Bill to set up carbon markets passed in LS
19th Aug, 2022
The Energy Conservation (Amendment) Bill, 2022 passed in Lok Sabha that will bring the establishment of carbon credit markets and also bring large residential buildings under the energy conservation regime.
- The Bill seeks to amend the Energy Conservation Act, 2001.
- The Act promotes energy efficiency and conservation.
- It provides for the regulation of energy consumption by equipment, appliances, buildings, and industries.
- The Energy Conservation Act 2001 was enacted to provide for the efficient use of energy and its conservation.
- This act provides for the establishment and incorporation of the Bureau of Energy Efficiency (BEE).
Key features of the Energy Conservation (Amendment) Bill:
Obligation to use non-fossil sources of energy:
- The central government will decide the energy consumption standards.
- The government may require the designated consumers to meet a minimum share of energy consumption from non-fossil sources.
- Different consumption thresholds may be specified for different non-fossil sources and consumer categories.
- Designated consumers include:
- Industries such as mining, steel, cement, textile, chemicals, and petrochemicals.
- transport sector including Railways
- Commercial buildings
Penalties under the Act:
- Failure to meet the obligation for use of energy from non-fossil sources will be punishable with a penalty of up to Rs 10 lakh.
- It will also attract an additional penalty of up to twice the price of oil equivalent of energy consumed above the prescribed norm.
- The Bill empowers the central government to specify a carbon credit trading scheme.
- Carbon credit implies a tradeable permit to produce a specified amount of carbon emissions.
- The central government or any authorised agency may issue carbon credit certificates to entities registered under and compliant with the scheme.
- The entities will be entitled to purchase or sell the certificate.
- Any other person may also purchase a carbon credit certificate on a voluntary basis.
Energy conservation code for buildings:
- The central government will decide on energy conservation code for buildings.
- The code prescribes energy consumption standards in terms of area.
- The Bill amends this to provide for an ‘energy conservation and sustainable building code’.
- This new code will provide norms for energy efficiency and conservation, use of renewable energy, and other requirements for green buildings.
Applicability to residential buildings:
- Under the Energy Conservation (Amendment) Act, the energy conservation code applies to commercial buildings:
- Erected after the notification of the code
- Having a minimum connected load of 100 kilowatts (kW) or contract load of 120 kilo-volt ampere (kVA).
- It will also apply to the office and residential buildings.
- The Bill also empowers the state governments to lower the load thresholds.
Standards for vehicles and vessels:
- The energy consumption standards may be specified for equipment and appliances which consume, generate, transmit, or supply energy.
- The Bill expands the scope to include vehicles (as defined under the Motor Vehicles Act, 1988), and vessels (includes ships and boats).
Penalties under the Act:
- The failure to comply with standards will be punishable with a penalty of up to Rs 10 lakh.
- Non-compliance in case of vessels will attract an additional penalty of up to twice the price of oil equivalent of energy consumed above the prescribed norm.
- Vehicle manufacturers in violation of fuel consumption norms will be liable to pay a penalty of up to Rs 50,000 per unit of vehicles sold.
Regulatory powers of SERCs:
- State Electricity Regulatory Commissions (SERCs) will adjudge penalties under the Energy Conservation (Amendment) Act.
- SERCs may also make regulations for discharging their functions.
Composition of the governing council of BEE:
- The Energy Conservation (Amendment) Act provides for the setting up of the Bureau of Energy Efficiency (BEE).
- The Bureau has a governing council with members between 20 and 26 in number.
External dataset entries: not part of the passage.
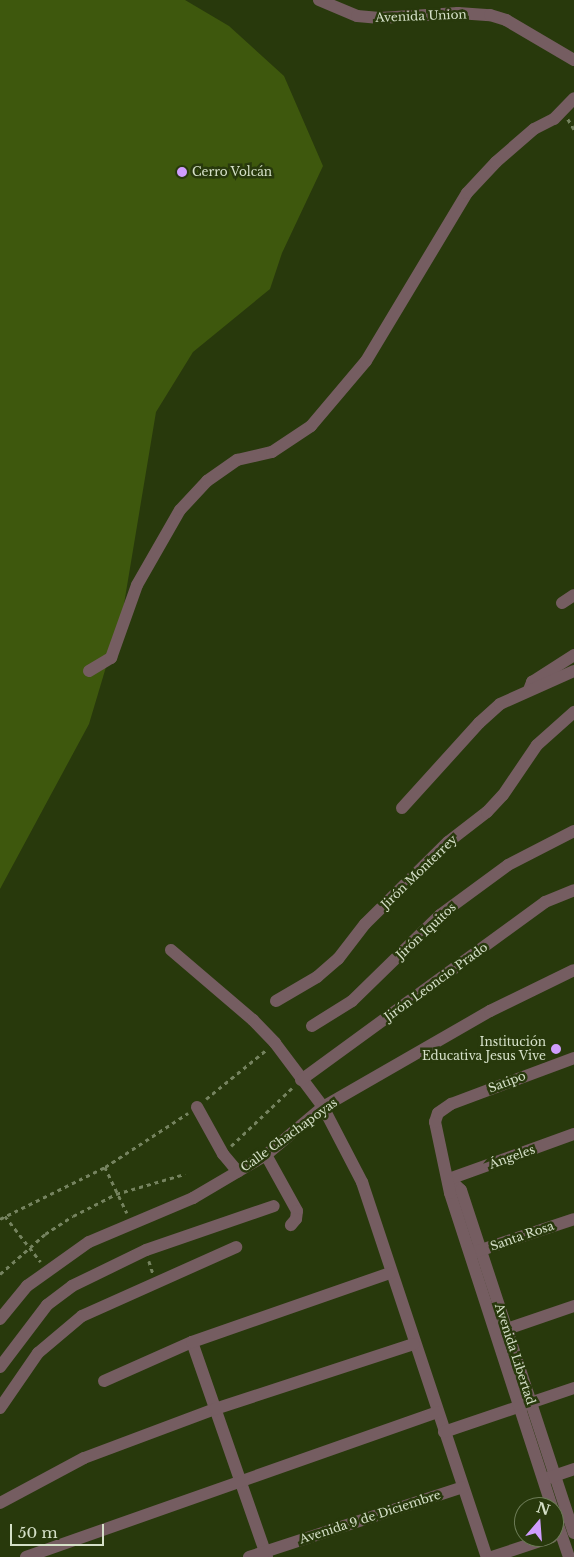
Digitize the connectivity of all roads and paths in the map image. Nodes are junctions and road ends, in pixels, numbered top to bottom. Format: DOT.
graph roads {
  1 [pos="319,0"];
  2 [pos="574,60"];
  3 [pos="574,98"];
  4 [pos="574,595"];
  5 [pos="562,603"];
  6 [pos="574,655"];
  7 [pos="574,671"];
  8 [pos="90,672"];
  9 [pos="529,690"];
  10 [pos="574,712"];
  11 [pos="402,808"];
  12 [pos="574,831"];
  13 [pos="574,890"];
  14 [pos="171,950"];
  15 [pos="574,970"];
  16 [pos="276,1001"];
  17 [pos="312,1026"];
  18 [pos="275,1043"];
  19 [pos="574,1058"];
  20 [pos="301,1080"];
  21 [pos="198,1107"];
  22 [pos="323,1107"];
  23 [pos="442,1109"];
  24 [pos="574,1134"];
  25 [pos="223,1154"];
  26 [pos="266,1155"];
  27 [pos="238,1172"];
  28 [pos="185,1174"];
  29 [pos="449,1179"];
  30 [pos="274,1206"];
  31 [pos="5,1216"];
  32 [pos="0,1219"];
  33 [pos="574,1219"];
  34 [pos="291,1225"];
  35 [pos="29,1248"];
  36 [pos="236,1248"];
  37 [pos="475,1252"];
  38 [pos="47,1269"];
  39 [pos="390,1272"];
  40 [pos="0,1274"];
  41 [pos="574,1306"];
  42 [pos="0,1319"];
  43 [pos="501,1331"];
  44 [pos="192,1342"];
  45 [pos="414,1344"];
  46 [pos="0,1367"];
  47 [pos="104,1381"];
  48 [pos="574,1388"];
  49 [pos="525,1405"];
  50 [pos="0,1408"];
  51 [pos="216,1409"];
  52 [pos="437,1412"];
  53 [pos="444,1432"];
  54 [pos="574,1469"];
  55 [pos="549,1478"];
  56 [pos="240,1480"];
  57 [pos="463,1487"];
  58 [pos="551,1497"];
  59 [pos="554,1497"];
  60 [pos="0,1503"];
  61 [pos="564,1538"];
  62 [pos="523,1547"];
  63 [pos="266,1554"];
  64 [pos="27,1557"];
  65 [pos="249,1557"];
  66 [pos="487,1557"];
  67 [pos="492,1557"];
  68 [pos="569,1557"];
  1 -- 2 [label="street, Avenida Union"];
  3 -- 8 [label="street"];
  4 -- 5 [label="street"];
  6 -- 9 [label="street"];
  7 -- 9 [label="street"];
  9 -- 11 [label="street"];
  10 -- 16 [label="street, Jirón Monterrey"];
  12 -- 17 [label="street, Jirón Iquitos"];
  13 -- 20 [label="street, Jirón Leoncio Prado"];
  14 -- 18 [label="street"];
  15 -- 22 [label="street, Calle Chachapoyas"];
  18 -- 20 [label="street"];
  18 -- 21 [label="path"];
  19 -- 23 [label="street, Satipo"];
  20 -- 22 [label="street"];
  20 -- 25 [label="path"];
  21 -- 25 [label="street"];
  21 -- 31 [label="path"];
  22 -- 26 [label="street, Calle Chachapoyas"];
  22 -- 39 [label="street"];
  23 -- 29 [label="street, Avenida Libertad"];
  24 -- 29 [label="street, Ángeles"];
  25 -- 27 [label="street"];
  26 -- 27 [label="street, Calle Chachapoyas"];
  26 -- 34 [label="street"];
  27 -- 38 [label="street, Calle Chachapoyas"];
  28 -- 35 [label="path"];
  29 -- 37 [label="street, Avenida Libertad"];
  30 -- 46 [label="street"];
  31 -- 32 [label="path"];
  31 -- 35 [label="path"];
  33 -- 37 [label="street, Santa Rosa"];
  35 -- 38 [label="path"];
  35 -- 40 [label="path"];
  36 -- 50 [label="street"];
  37 -- 43 [label="street, Avenida Libertad"];
  38 -- 42 [label="street, Calle Chachapoyas"];
  39 -- 44 [label="street"];
  39 -- 45 [label="street"];
  41 -- 43 [label="street"];
  43 -- 49 [label="street, Avenida Libertad"];
  44 -- 47 [label="street"];
  44 -- 51 [label="street"];
  45 -- 51 [label="street"];
  45 -- 52 [label="street"];
  48 -- 49 [label="street"];
  49 -- 53 [label="street"];
  49 -- 55 [label="street, Avenida Libertad"];
  51 -- 56 [label="street"];
  51 -- 60 [label="street"];
  52 -- 53 [label="street"];
  52 -- 56 [label="street"];
  53 -- 57 [label="street"];
  54 -- 55 [label="street"];
  55 -- 58 [label="street, Avenida Libertad"];
  55 -- 59 [label="street, Avenida Libertad"];
  56 -- 63 [label="street"];
  56 -- 64 [label="street"];
  57 -- 63 [label="street, Avenida 9 de Diciembre"];
  57 -- 66 [label="street"];
  61 -- 68 [label="street, Avenida Libertad"];
  62 -- 67 [label="street"];
  63 -- 65 [label="street, Avenida 9 de Diciembre"];
}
These include:
- Secretaries of six departments
- Representatives of regulatory authorities such as the Central Electricity Authority and Bureau of Indian Standards
- Up to four members representing industries and consumers.
- The Bill instead provides that the number of members will be between 31 and 37. It increases the number of secretaries to 12.
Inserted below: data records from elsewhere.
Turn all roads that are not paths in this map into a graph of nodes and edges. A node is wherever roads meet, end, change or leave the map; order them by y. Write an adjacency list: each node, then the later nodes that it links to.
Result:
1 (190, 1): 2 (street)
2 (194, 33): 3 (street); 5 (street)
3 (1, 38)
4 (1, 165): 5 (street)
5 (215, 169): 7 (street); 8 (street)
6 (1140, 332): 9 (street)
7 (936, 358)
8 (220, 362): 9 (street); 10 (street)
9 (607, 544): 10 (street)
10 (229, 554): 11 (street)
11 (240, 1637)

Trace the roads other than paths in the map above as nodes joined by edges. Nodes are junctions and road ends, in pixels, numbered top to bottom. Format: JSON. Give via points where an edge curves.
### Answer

- It also provides for up to seven members representing industries and consumers.
Objective of the Energy Conservation (Amendment) Act:
- To reduce India’s power consumption via fossil fuels and minimize the nation’s carbon footprint.
- To develop India’s Carbon market and boost the adoption of clean technology.
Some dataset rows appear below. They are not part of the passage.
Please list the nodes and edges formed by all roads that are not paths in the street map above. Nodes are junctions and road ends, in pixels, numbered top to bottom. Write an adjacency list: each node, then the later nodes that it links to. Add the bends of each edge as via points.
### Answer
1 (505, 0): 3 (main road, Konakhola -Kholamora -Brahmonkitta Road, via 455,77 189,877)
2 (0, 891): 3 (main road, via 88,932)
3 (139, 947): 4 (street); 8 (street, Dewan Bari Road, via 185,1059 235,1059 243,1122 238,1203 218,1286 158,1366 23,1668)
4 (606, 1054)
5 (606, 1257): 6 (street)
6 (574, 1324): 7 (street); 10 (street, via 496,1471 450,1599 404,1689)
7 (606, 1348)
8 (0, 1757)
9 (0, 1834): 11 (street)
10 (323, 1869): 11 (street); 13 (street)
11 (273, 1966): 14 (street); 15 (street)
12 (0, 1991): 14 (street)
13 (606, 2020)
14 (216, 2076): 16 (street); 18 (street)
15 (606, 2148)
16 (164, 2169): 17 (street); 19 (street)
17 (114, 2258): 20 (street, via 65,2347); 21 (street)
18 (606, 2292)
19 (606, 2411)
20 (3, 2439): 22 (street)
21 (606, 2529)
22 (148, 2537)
- To meet its Nationally Determined Contributions (NDCs), as mentioned in the Paris Climate Agreement, before its 2030 target date.
Measures to reduce India’s Carbon Footprints:
- Domestic Solar Manufacturing: In Budget 2022-23, the government allocated Rs 19,500 crores to facilitate domestic solar manufacturing in India.
- Biomass Co-firing: Use of 5-7 % biomass pellets for co-firing in thermal power plants.
- Blending of Fuel: To promote the blending of fuel, an additional differential excise duty of Rs 2/litre is to be levied on unblended fuel.
- Battery Swapping Policy: To achieve clean transport, a new battery swapping policy is to be formulated for electric vehicles
- Green Bonds: Issue Green Bonds - fixed-income financial methods to fund projects with positive environmental effects - to raise capital for green infrastructure. Such sovereign green bonds can be used in climate adaptation projects which lack private funding.
Energy conservation helps to reduce the carbon footprint in the universe. It will regulate the use of non-fossil sources, including biomass and ethanol, for energy and feedstock, along with the use of green hydrogen and green ammonia.